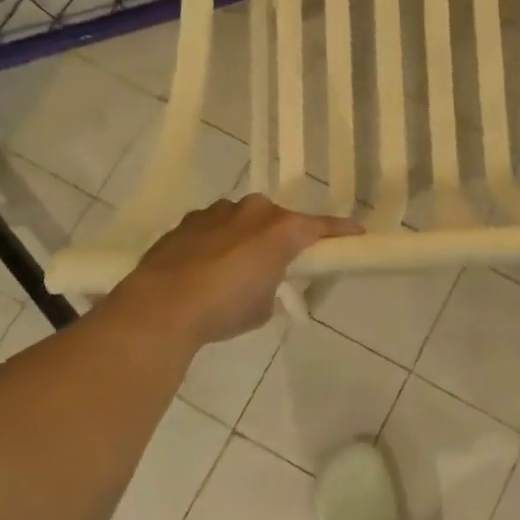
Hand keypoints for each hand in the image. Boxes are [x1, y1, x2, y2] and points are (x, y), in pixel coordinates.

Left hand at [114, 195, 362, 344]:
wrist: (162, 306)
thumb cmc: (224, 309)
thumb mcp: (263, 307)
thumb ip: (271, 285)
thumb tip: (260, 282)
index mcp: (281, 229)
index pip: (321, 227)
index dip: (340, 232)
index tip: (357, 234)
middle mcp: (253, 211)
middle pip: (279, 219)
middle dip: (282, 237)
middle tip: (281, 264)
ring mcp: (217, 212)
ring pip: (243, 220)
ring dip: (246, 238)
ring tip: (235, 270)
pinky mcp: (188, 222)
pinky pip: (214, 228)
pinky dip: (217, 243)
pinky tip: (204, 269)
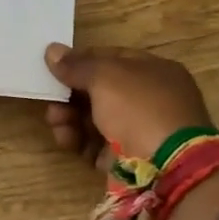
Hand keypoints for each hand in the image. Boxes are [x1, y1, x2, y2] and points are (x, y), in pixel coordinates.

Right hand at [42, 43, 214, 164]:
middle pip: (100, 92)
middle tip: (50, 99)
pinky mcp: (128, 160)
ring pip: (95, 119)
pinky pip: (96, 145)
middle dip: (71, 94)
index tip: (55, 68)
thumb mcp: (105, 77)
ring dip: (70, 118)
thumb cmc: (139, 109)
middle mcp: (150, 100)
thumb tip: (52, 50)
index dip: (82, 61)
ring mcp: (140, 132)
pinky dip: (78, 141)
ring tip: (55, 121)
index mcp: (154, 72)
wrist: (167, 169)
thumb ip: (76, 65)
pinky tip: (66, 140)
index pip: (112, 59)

...

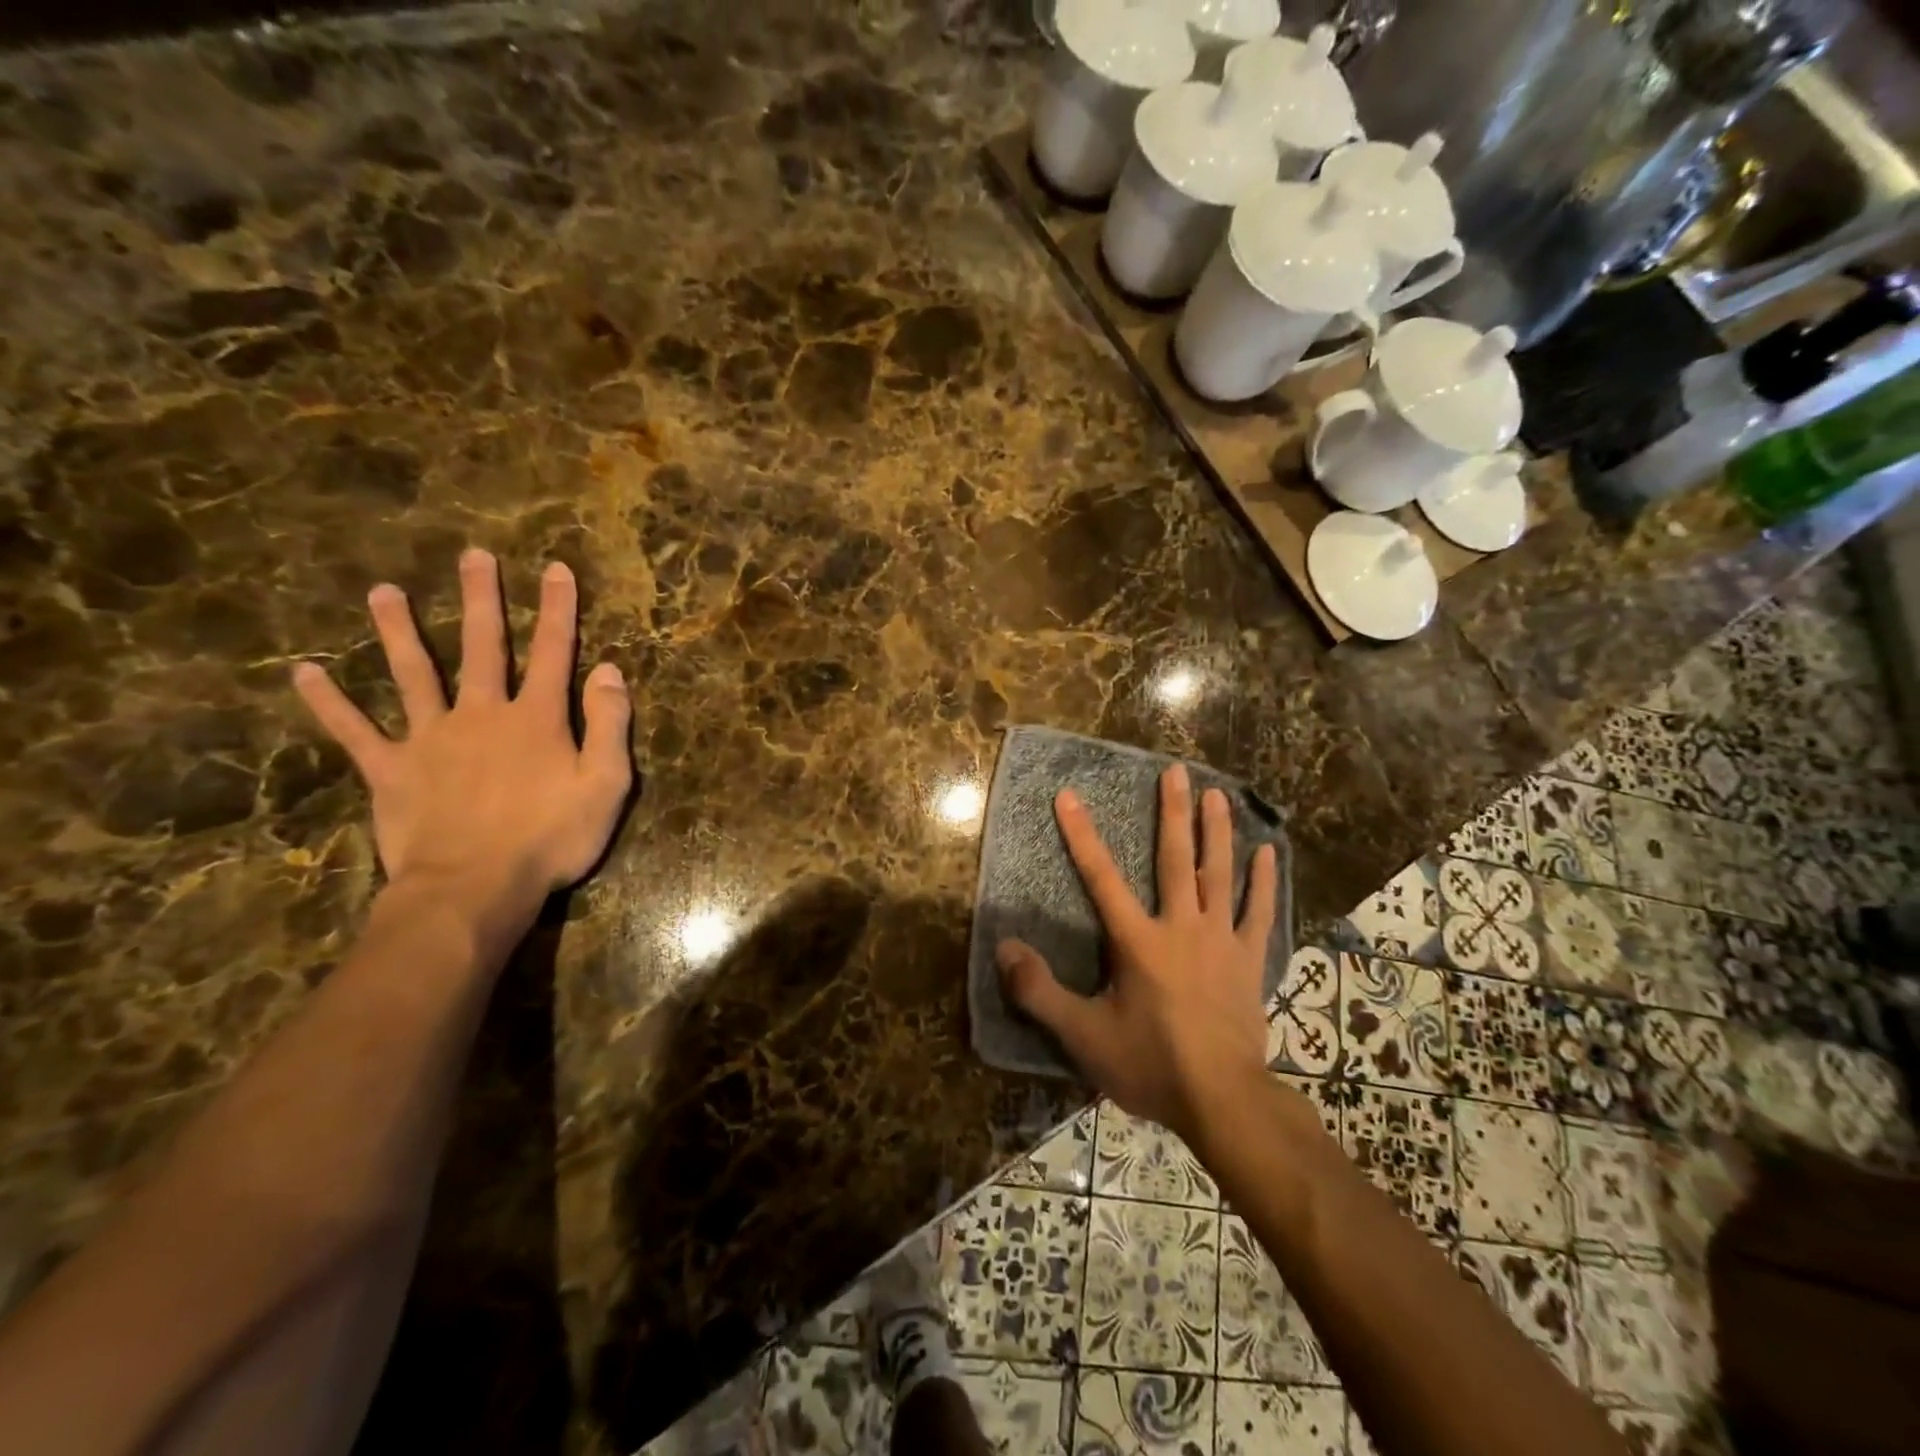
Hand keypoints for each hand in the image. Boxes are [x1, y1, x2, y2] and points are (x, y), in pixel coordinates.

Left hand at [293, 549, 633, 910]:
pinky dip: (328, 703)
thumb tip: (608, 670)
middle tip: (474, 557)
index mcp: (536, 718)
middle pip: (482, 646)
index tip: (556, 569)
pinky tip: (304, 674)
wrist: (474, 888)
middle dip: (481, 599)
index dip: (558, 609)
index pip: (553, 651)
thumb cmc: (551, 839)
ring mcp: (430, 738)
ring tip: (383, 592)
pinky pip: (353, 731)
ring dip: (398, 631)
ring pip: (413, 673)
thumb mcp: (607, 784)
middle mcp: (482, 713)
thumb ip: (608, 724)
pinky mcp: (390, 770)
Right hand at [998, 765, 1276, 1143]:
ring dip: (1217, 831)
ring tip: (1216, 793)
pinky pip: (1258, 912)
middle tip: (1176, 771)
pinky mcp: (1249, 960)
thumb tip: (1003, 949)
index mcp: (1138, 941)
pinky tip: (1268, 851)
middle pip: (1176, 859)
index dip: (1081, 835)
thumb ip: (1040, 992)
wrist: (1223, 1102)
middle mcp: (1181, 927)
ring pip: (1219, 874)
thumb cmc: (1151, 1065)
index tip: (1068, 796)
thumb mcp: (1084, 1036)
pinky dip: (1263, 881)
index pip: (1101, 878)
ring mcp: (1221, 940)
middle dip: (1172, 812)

#### Your task
Copy the stretch of the records above that runs from the line with "thumb cmc: (139, 109)" through the line with "index pip: (112, 59)". Both end lines belong in the copy, and nothing else does.

#### Written answer
thumb cmc: (139, 109)
middle mcp: (150, 100)
thumb tip: (52, 50)
index dip: (82, 61)
ring mcp: (140, 132)
pinky dip: (78, 141)
ring tip: (55, 121)
index mcp: (154, 72)
wrist: (167, 169)
thumb ip: (76, 65)
pinky tip: (66, 140)
index pip: (112, 59)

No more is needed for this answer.